Exercise directions:
Your answer must be an exact copy of the data, without any pictures.

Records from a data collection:
========
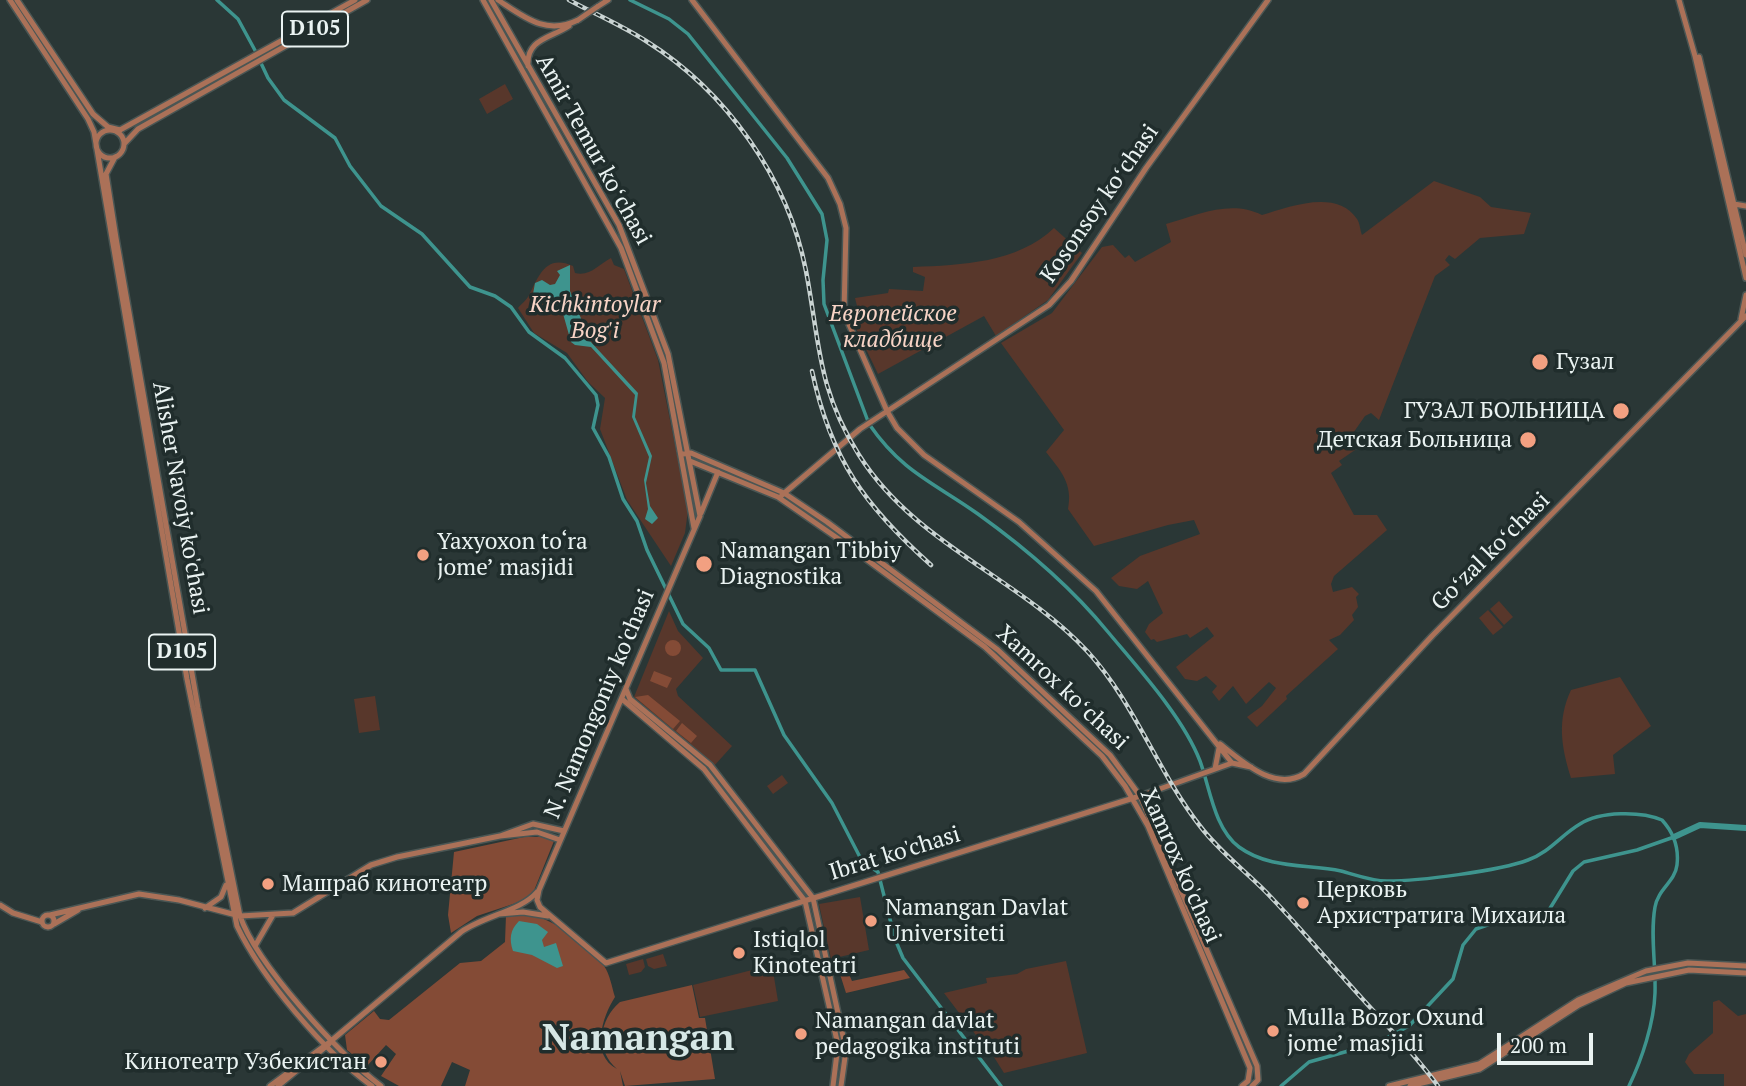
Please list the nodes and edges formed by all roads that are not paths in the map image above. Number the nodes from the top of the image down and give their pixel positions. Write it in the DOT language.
graph roads {
  1 [pos="10,0"];
  2 [pos="17,0"];
  3 [pos="355,0"];
  4 [pos="367,0"];
  5 [pos="483,0"];
  6 [pos="491,0"];
  7 [pos="498,0"];
  8 [pos="692,0"];
  9 [pos="1268,0"];
  10 [pos="1681,0"];
  11 [pos="607,1"];
  12 [pos="578,20"];
  13 [pos="262,55"];
  14 [pos="254,59"];
  15 [pos="528,67"];
  16 [pos="113,130"];
  17 [pos="124,144"];
  18 [pos="96,145"];
  19 [pos="576,155"];
  20 [pos="115,157"];
  21 [pos="1734,204"];
  22 [pos="1746,205"];
  23 [pos="1746,255"];
  24 [pos="1746,278"];
  25 [pos="1746,295"];
  26 [pos="1746,316"];
  27 [pos="1741,324"];
  28 [pos="887,411"];
  29 [pos="686,454"];
  30 [pos="690,461"];
  31 [pos="719,472"];
  32 [pos="782,496"];
  33 [pos="700,516"];
  34 [pos="694,532"];
  35 [pos="626,689"];
  36 [pos="622,699"];
  37 [pos="630,699"];
  38 [pos="1218,744"];
  39 [pos="1232,763"];
  40 [pos="1251,766"];
  41 [pos="1213,769"];
  42 [pos="1140,796"];
  43 [pos="1133,798"];
  44 [pos="564,831"];
  45 [pos="500,836"];
  46 [pos="560,840"];
  47 [pos="227,882"];
  48 [pos="539,890"];
  49 [pos="813,898"];
  50 [pos="805,901"];
  51 [pos="522,904"];
  52 [pos="0,905"];
  53 [pos="205,908"];
  54 [pos="78,910"];
  55 [pos="523,912"];
  56 [pos="496,914"];
  57 [pos="273,915"];
  58 [pos="237,916"];
  59 [pos="549,916"];
  60 [pos="46,917"];
  61 [pos="53,925"];
  62 [pos="255,946"];
  63 [pos="1746,967"];
  64 [pos="1666,970"];
  65 [pos="1746,973"];
  66 [pos="1646,974"];
  67 [pos="836,998"];
  68 [pos="828,999"];
  69 [pos="327,1044"];
  70 [pos="1259,1083"];
  71 [pos="270,1086"];
  72 [pos="278,1086"];
  73 [pos="372,1086"];
  74 [pos="381,1086"];
  75 [pos="833,1086"];
  76 [pos="841,1086"];
  77 [pos="1242,1086"];
  78 [pos="1252,1086"];
  79 [pos="1389,1086"];
  80 [pos="1410,1086"];
  1 -- 18 [label="main road, Alisher Navoiy ko'chasi"];
  2 -- 16 [label="main road"];
  3 -- 13 [label="main road, D105"];
  4 -- 13 [label="main road, D105"];
  5 -- 19 [label="main road, Amir Temur koʻchasi"];
  6 -- 15 [label="main road, Amir Temur koʻchasi"];
  7 -- 12 [label="main road"];
  8 -- 28 [label="main road"];
  9 -- 28 [label="main road, Kosonsoy koʻchasi"];
  10 -- 21 [label="main road"];
  10 -- 24 [label="main road"];
  11 -- 12 [label="main road, bridge"];
  12 -- 15 [label="main road"];
  13 -- 14 [label="main road, D105"];
  14 -- 16 [label="main road, D105"];
  14 -- 17 [label="main road, D105"];
  15 -- 19 [label="main road, Amir Temur koʻchasi"];
  16 -- 17 [label="main road"];
  16 -- 18 [label="main road, D105"];
  17 -- 20 [label="main road, D105"];
  18 -- 20 [label="main road"];
  18 -- 47 [label="main road, Alisher Navoiy ko'chasi / D105"];
  19 -- 29 [label="main road, Amir Temur koʻchasi"];
  20 -- 58 [label="main road, Alisher Navoiy ko'chasi / D105"];
  21 -- 22 [label="main road"];
  21 -- 23 [label="main road"];
  25 -- 27 [label="main road"];
  26 -- 27 [label="main road, Goʻzal koʻchasi"];
  27 -- 40 [label="main road, Goʻzal koʻchasi"];
  28 -- 32 [label="main road, Kosonsoy koʻchasi"];
  28 -- 38 [label="main road"];
  29 -- 30 [label="main road, Amir Temur koʻchasi"];
  29 -- 32 [label="main road, Xamrox koʻchasi"];
  29 -- 34 [label="main road, Amir Temur koʻchasi"];
  30 -- 31 [label="main road, Xamrox ko'chasi"];
  30 -- 33 [label="main road, Amir Temur koʻchasi"];
  31 -- 32 [label="main road, Xamrox ko'chasi"];
  31 -- 33 [label="main road"];
  32 -- 42 [label="main road, Xamrox koʻchasi"];
  32 -- 43 [label="main road, Xamrox ko'chasi"];
  33 -- 34 [label="main road"];
  34 -- 35 [label="main road, N. Namongoniy ko'chasi"];
  35 -- 36 [label="main road, N. Namongoniy ko'chasi"];
  35 -- 37 [label="main road"];
  36 -- 37 [label="main road"];
  36 -- 44 [label="main road, N. Namongoniy ko'chasi"];
  36 -- 50 [label="main road"];
  37 -- 49 [label="main road"];
  38 -- 39 [label="main road"];
  38 -- 40 [label="main road"];
  38 -- 41 [label="main road"];
  39 -- 40 [label="main road"];
  39 -- 41 [label="main road, Ibrat ko'chasi"];
  41 -- 42 [label="main road, Ibrat ko'chasi"];
  42 -- 43 [label="main road, Ibrat ko'chasi"];
  42 -- 70 [label="main road, Xamrox koʻchasi"];
  43 -- 49 [label="main road, Ibrat ko'chasi"];
  43 -- 77 [label="main road, Xamrox ko'chasi"];
  44 -- 45 [label="main road"];
  44 -- 46 [label="main road, N. Namongoniy ko'chasi"];
  45 -- 46 [label="main road"];
  45 -- 57 [label="main road"];
  46 -- 48 [label="main road, N. Namongoniy ko'chasi"];
  47 -- 53 [label="main road"];
  47 -- 58 [label="main road, Alisher Navoiy ko'chasi / D105"];
  48 -- 51 [label="main road"];
  48 -- 59 [label="main road"];
  49 -- 50 [label="main road, Ibrat ko'chasi"];
  49 -- 67 [label="main road"];
  50 -- 59 [label="main road, Ibrat ko'chasi"];
  50 -- 68 [label="main road"];
  51 -- 55 [label="main road"];
  51 -- 56 [label="main road"];
  52 -- 60 [label="main road"];
  53 -- 54 [label="main road"];
  53 -- 58 [label="main road"];
  54 -- 60 [label="main road"];
  54 -- 61 [label="main road"];
  55 -- 56 [label="main road"];
  55 -- 59 [label="main road"];
  56 -- 69 [label="main road"];
  57 -- 58 [label="main road"];
  57 -- 62 [label="main road"];
  58 -- 62 [label="main road, Alisher Navoiy ko'chasi / D105"];
  58 -- 69 [label="main road, D105"];
  60 -- 61 [label="main road"];
  60 -- 61 [label="main road"];
  62 -- 69 [label="main road, Alisher Navoiy ko'chasi / D105"];
  63 -- 64 [label="main road"];
  64 -- 65 [label="main road"];
  64 -- 66 [label="main road"];
  66 -- 79 [label="main road"];
  66 -- 80 [label="main road"];
  67 -- 68 [label="main road"];
  67 -- 76 [label="main road"];
  68 -- 75 [label="main road"];
  69 -- 71 [label="main road"];
  69 -- 72 [label="main road"];
  69 -- 73 [label="main road, D105"];
  69 -- 74 [label="main road, Alisher Navoiy ko'chasi / D105"];
  70 -- 78 [label="main road, Xamrox koʻchasi"];
}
========
Task answer:
Please list the nodes and edges formed by all roads that are not paths in the map image above. Number the nodes from the top of the image down and give their pixel positions. Write it in the DOT language.
graph roads {
  1 [pos="10,0"];
  2 [pos="17,0"];
  3 [pos="355,0"];
  4 [pos="367,0"];
  5 [pos="483,0"];
  6 [pos="491,0"];
  7 [pos="498,0"];
  8 [pos="692,0"];
  9 [pos="1268,0"];
  10 [pos="1681,0"];
  11 [pos="607,1"];
  12 [pos="578,20"];
  13 [pos="262,55"];
  14 [pos="254,59"];
  15 [pos="528,67"];
  16 [pos="113,130"];
  17 [pos="124,144"];
  18 [pos="96,145"];
  19 [pos="576,155"];
  20 [pos="115,157"];
  21 [pos="1734,204"];
  22 [pos="1746,205"];
  23 [pos="1746,255"];
  24 [pos="1746,278"];
  25 [pos="1746,295"];
  26 [pos="1746,316"];
  27 [pos="1741,324"];
  28 [pos="887,411"];
  29 [pos="686,454"];
  30 [pos="690,461"];
  31 [pos="719,472"];
  32 [pos="782,496"];
  33 [pos="700,516"];
  34 [pos="694,532"];
  35 [pos="626,689"];
  36 [pos="622,699"];
  37 [pos="630,699"];
  38 [pos="1218,744"];
  39 [pos="1232,763"];
  40 [pos="1251,766"];
  41 [pos="1213,769"];
  42 [pos="1140,796"];
  43 [pos="1133,798"];
  44 [pos="564,831"];
  45 [pos="500,836"];
  46 [pos="560,840"];
  47 [pos="227,882"];
  48 [pos="539,890"];
  49 [pos="813,898"];
  50 [pos="805,901"];
  51 [pos="522,904"];
  52 [pos="0,905"];
  53 [pos="205,908"];
  54 [pos="78,910"];
  55 [pos="523,912"];
  56 [pos="496,914"];
  57 [pos="273,915"];
  58 [pos="237,916"];
  59 [pos="549,916"];
  60 [pos="46,917"];
  61 [pos="53,925"];
  62 [pos="255,946"];
  63 [pos="1746,967"];
  64 [pos="1666,970"];
  65 [pos="1746,973"];
  66 [pos="1646,974"];
  67 [pos="836,998"];
  68 [pos="828,999"];
  69 [pos="327,1044"];
  70 [pos="1259,1083"];
  71 [pos="270,1086"];
  72 [pos="278,1086"];
  73 [pos="372,1086"];
  74 [pos="381,1086"];
  75 [pos="833,1086"];
  76 [pos="841,1086"];
  77 [pos="1242,1086"];
  78 [pos="1252,1086"];
  79 [pos="1389,1086"];
  80 [pos="1410,1086"];
  1 -- 18 [label="main road, Alisher Navoiy ko'chasi"];
  2 -- 16 [label="main road"];
  3 -- 13 [label="main road, D105"];
  4 -- 13 [label="main road, D105"];
  5 -- 19 [label="main road, Amir Temur koʻchasi"];
  6 -- 15 [label="main road, Amir Temur koʻchasi"];
  7 -- 12 [label="main road"];
  8 -- 28 [label="main road"];
  9 -- 28 [label="main road, Kosonsoy koʻchasi"];
  10 -- 21 [label="main road"];
  10 -- 24 [label="main road"];
  11 -- 12 [label="main road, bridge"];
  12 -- 15 [label="main road"];
  13 -- 14 [label="main road, D105"];
  14 -- 16 [label="main road, D105"];
  14 -- 17 [label="main road, D105"];
  15 -- 19 [label="main road, Amir Temur koʻchasi"];
  16 -- 17 [label="main road"];
  16 -- 18 [label="main road, D105"];
  17 -- 20 [label="main road, D105"];
  18 -- 20 [label="main road"];
  18 -- 47 [label="main road, Alisher Navoiy ko'chasi / D105"];
  19 -- 29 [label="main road, Amir Temur koʻchasi"];
  20 -- 58 [label="main road, Alisher Navoiy ko'chasi / D105"];
  21 -- 22 [label="main road"];
  21 -- 23 [label="main road"];
  25 -- 27 [label="main road"];
  26 -- 27 [label="main road, Goʻzal koʻchasi"];
  27 -- 40 [label="main road, Goʻzal koʻchasi"];
  28 -- 32 [label="main road, Kosonsoy koʻchasi"];
  28 -- 38 [label="main road"];
  29 -- 30 [label="main road, Amir Temur koʻchasi"];
  29 -- 32 [label="main road, Xamrox koʻchasi"];
  29 -- 34 [label="main road, Amir Temur koʻchasi"];
  30 -- 31 [label="main road, Xamrox ko'chasi"];
  30 -- 33 [label="main road, Amir Temur koʻchasi"];
  31 -- 32 [label="main road, Xamrox ko'chasi"];
  31 -- 33 [label="main road"];
  32 -- 42 [label="main road, Xamrox koʻchasi"];
  32 -- 43 [label="main road, Xamrox ko'chasi"];
  33 -- 34 [label="main road"];
  34 -- 35 [label="main road, N. Namongoniy ko'chasi"];
  35 -- 36 [label="main road, N. Namongoniy ko'chasi"];
  35 -- 37 [label="main road"];
  36 -- 37 [label="main road"];
  36 -- 44 [label="main road, N. Namongoniy ko'chasi"];
  36 -- 50 [label="main road"];
  37 -- 49 [label="main road"];
  38 -- 39 [label="main road"];
  38 -- 40 [label="main road"];
  38 -- 41 [label="main road"];
  39 -- 40 [label="main road"];
  39 -- 41 [label="main road, Ibrat ko'chasi"];
  41 -- 42 [label="main road, Ibrat ko'chasi"];
  42 -- 43 [label="main road, Ibrat ko'chasi"];
  42 -- 70 [label="main road, Xamrox koʻchasi"];
  43 -- 49 [label="main road, Ibrat ko'chasi"];
  43 -- 77 [label="main road, Xamrox ko'chasi"];
  44 -- 45 [label="main road"];
  44 -- 46 [label="main road, N. Namongoniy ko'chasi"];
  45 -- 46 [label="main road"];
  45 -- 57 [label="main road"];
  46 -- 48 [label="main road, N. Namongoniy ko'chasi"];
  47 -- 53 [label="main road"];
  47 -- 58 [label="main road, Alisher Navoiy ko'chasi / D105"];
  48 -- 51 [label="main road"];
  48 -- 59 [label="main road"];
  49 -- 50 [label="main road, Ibrat ko'chasi"];
  49 -- 67 [label="main road"];
  50 -- 59 [label="main road, Ibrat ko'chasi"];
  50 -- 68 [label="main road"];
  51 -- 55 [label="main road"];
  51 -- 56 [label="main road"];
  52 -- 60 [label="main road"];
  53 -- 54 [label="main road"];
  53 -- 58 [label="main road"];
  54 -- 60 [label="main road"];
  54 -- 61 [label="main road"];
  55 -- 56 [label="main road"];
  55 -- 59 [label="main road"];
  56 -- 69 [label="main road"];
  57 -- 58 [label="main road"];
  57 -- 62 [label="main road"];
  58 -- 62 [label="main road, Alisher Navoiy ko'chasi / D105"];
  58 -- 69 [label="main road, D105"];
  60 -- 61 [label="main road"];
  60 -- 61 [label="main road"];
  62 -- 69 [label="main road, Alisher Navoiy ko'chasi / D105"];
  63 -- 64 [label="main road"];
  64 -- 65 [label="main road"];
  64 -- 66 [label="main road"];
  66 -- 79 [label="main road"];
  66 -- 80 [label="main road"];
  67 -- 68 [label="main road"];
  67 -- 76 [label="main road"];
  68 -- 75 [label="main road"];
  69 -- 71 [label="main road"];
  69 -- 72 [label="main road"];
  69 -- 73 [label="main road, D105"];
  69 -- 74 [label="main road, Alisher Navoiy ko'chasi / D105"];
  70 -- 78 [label="main road, Xamrox koʻchasi"];
}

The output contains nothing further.